Ursula K. Le Guin, “the emissary from Orsinia,” challenges expectations - lermontov
https://www.loa.org/news-and-views/1180-ursula-k-le-guin-the-emissary-from-orsinia-crosses-borders-and-challenges-expectations
======
bmer
For someone who was/is excited by reading the Orsinia tales: can you share
_why_ , besides just telling me repeatedly that you were excited by it?

I am someone who has been often disappointed by vaunted authors of the past
(Vonnegut, Clarke, etc.), because their work suffers from the "it's not novel
(anymore)" feeling one often has when watching old movies. I get that these
were ground breaking when they first came out, but they don't seem to shine
anymore, because _I_ was first exposed to works that have iterated upon
them...no nostalgia factor to sweeten the deal for me.

Put another way: I totally get that muskets were ground-breaking for the time,
but gosh-darnit, I have seen nuclear submarines.

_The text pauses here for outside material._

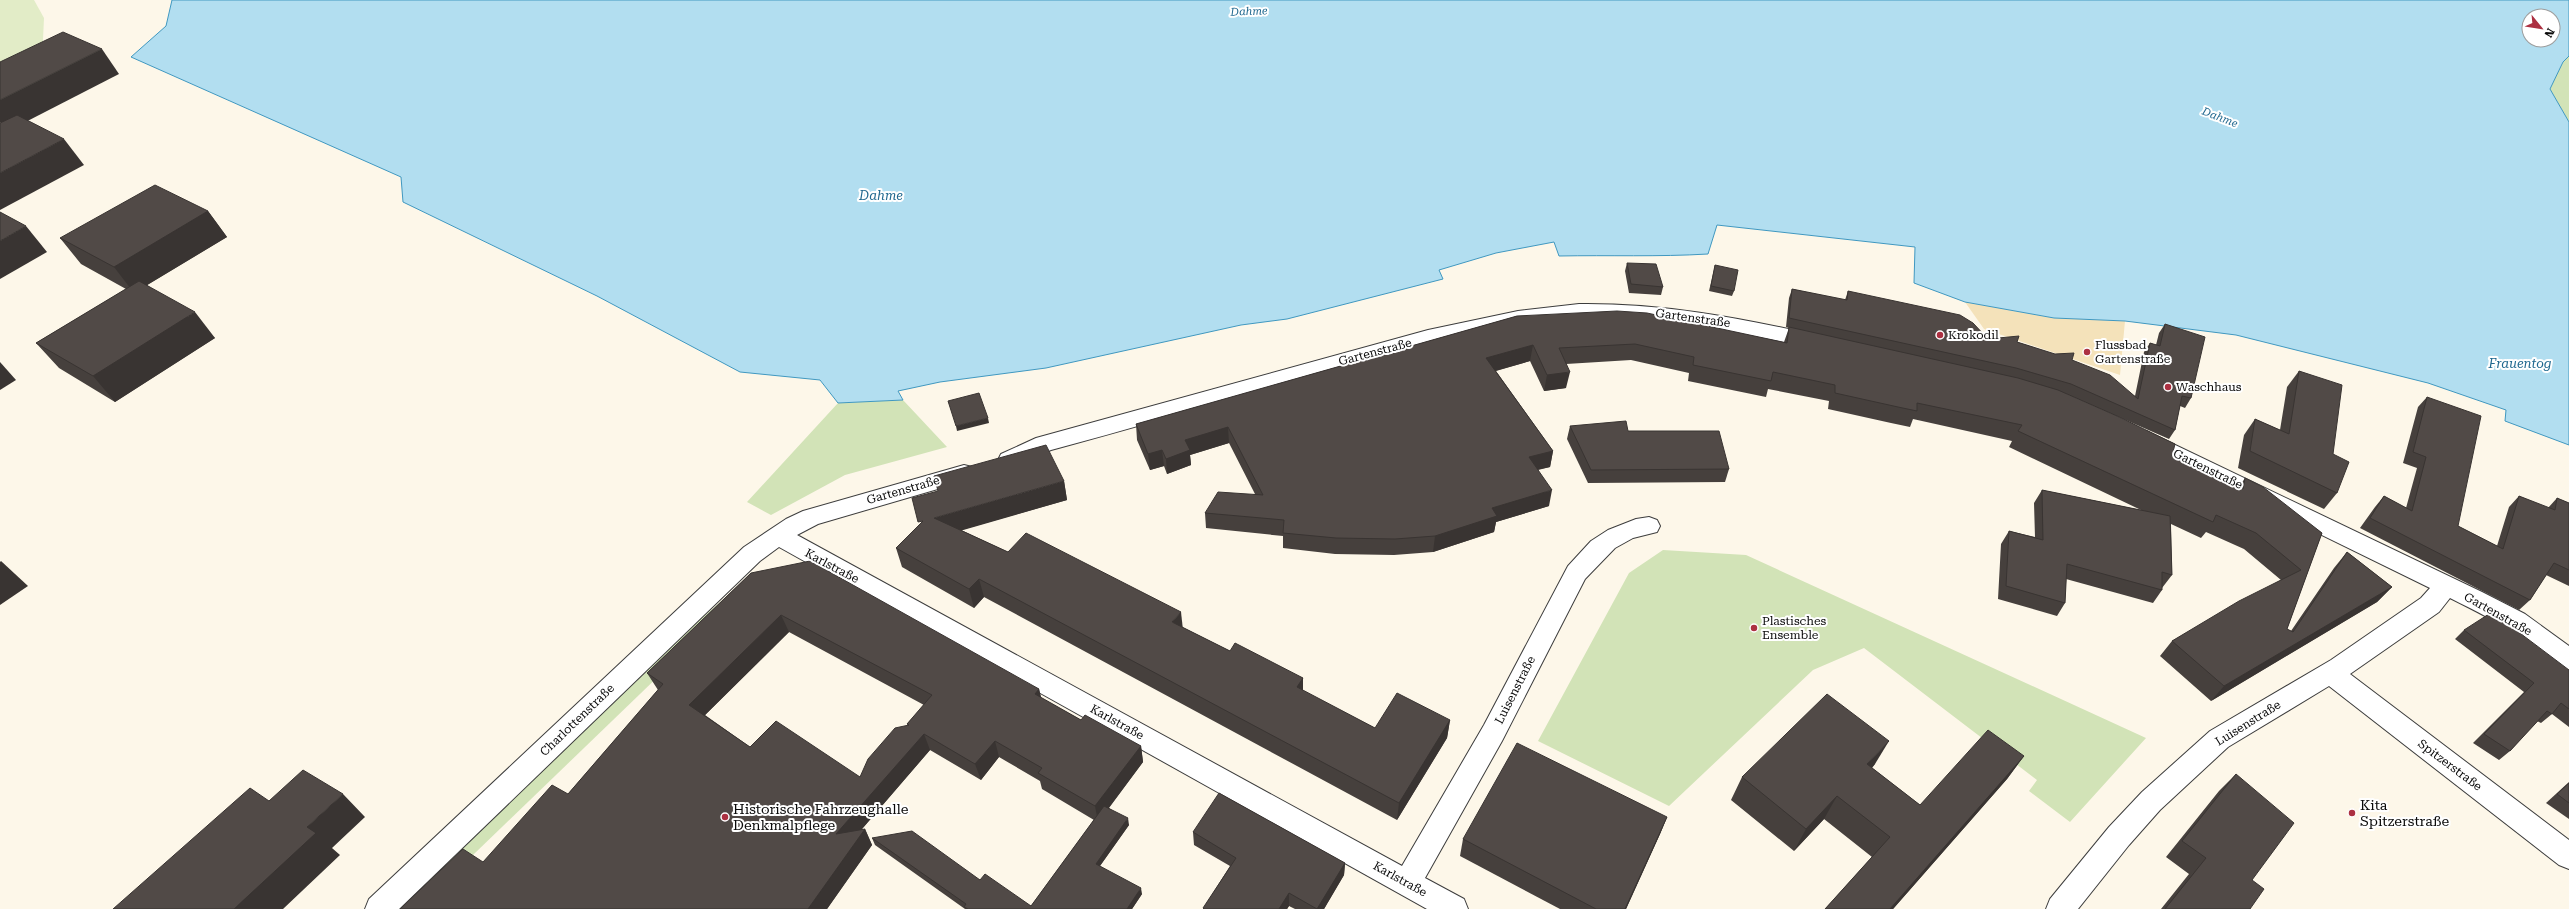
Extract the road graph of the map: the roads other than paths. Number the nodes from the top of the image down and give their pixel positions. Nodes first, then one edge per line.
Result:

When reading the linked article, I felt a lot of the same: a lot of the
"amazing" things I have come across in other novels, and they feel like par
for the course for a good book.

Also the whole spiel about Ursula wanting to change the world, and needing a
lever and a place to stand...well, she _didn 't_ change the world, in
hindsight. Did she?

\------------------

A really bothersome quote from the article: "By speaking from Orsinia, as its
only authorized emissary, Le Guin reminds us of everything we take for granted
and everything we have neglected."

What the heck does that sentence mean? I can't imagine everything I have taken
for granted and neglected as a single meaningful thought or concept. In fact,
if I tried to imagine everything I have taken for granted and neglected, it
becomes a thought stretched so thin, that it loses all meaning. It becomes
nothing because its too many things.

So am I fair in discounting this sentence (and most of the article) as fan
gibberish?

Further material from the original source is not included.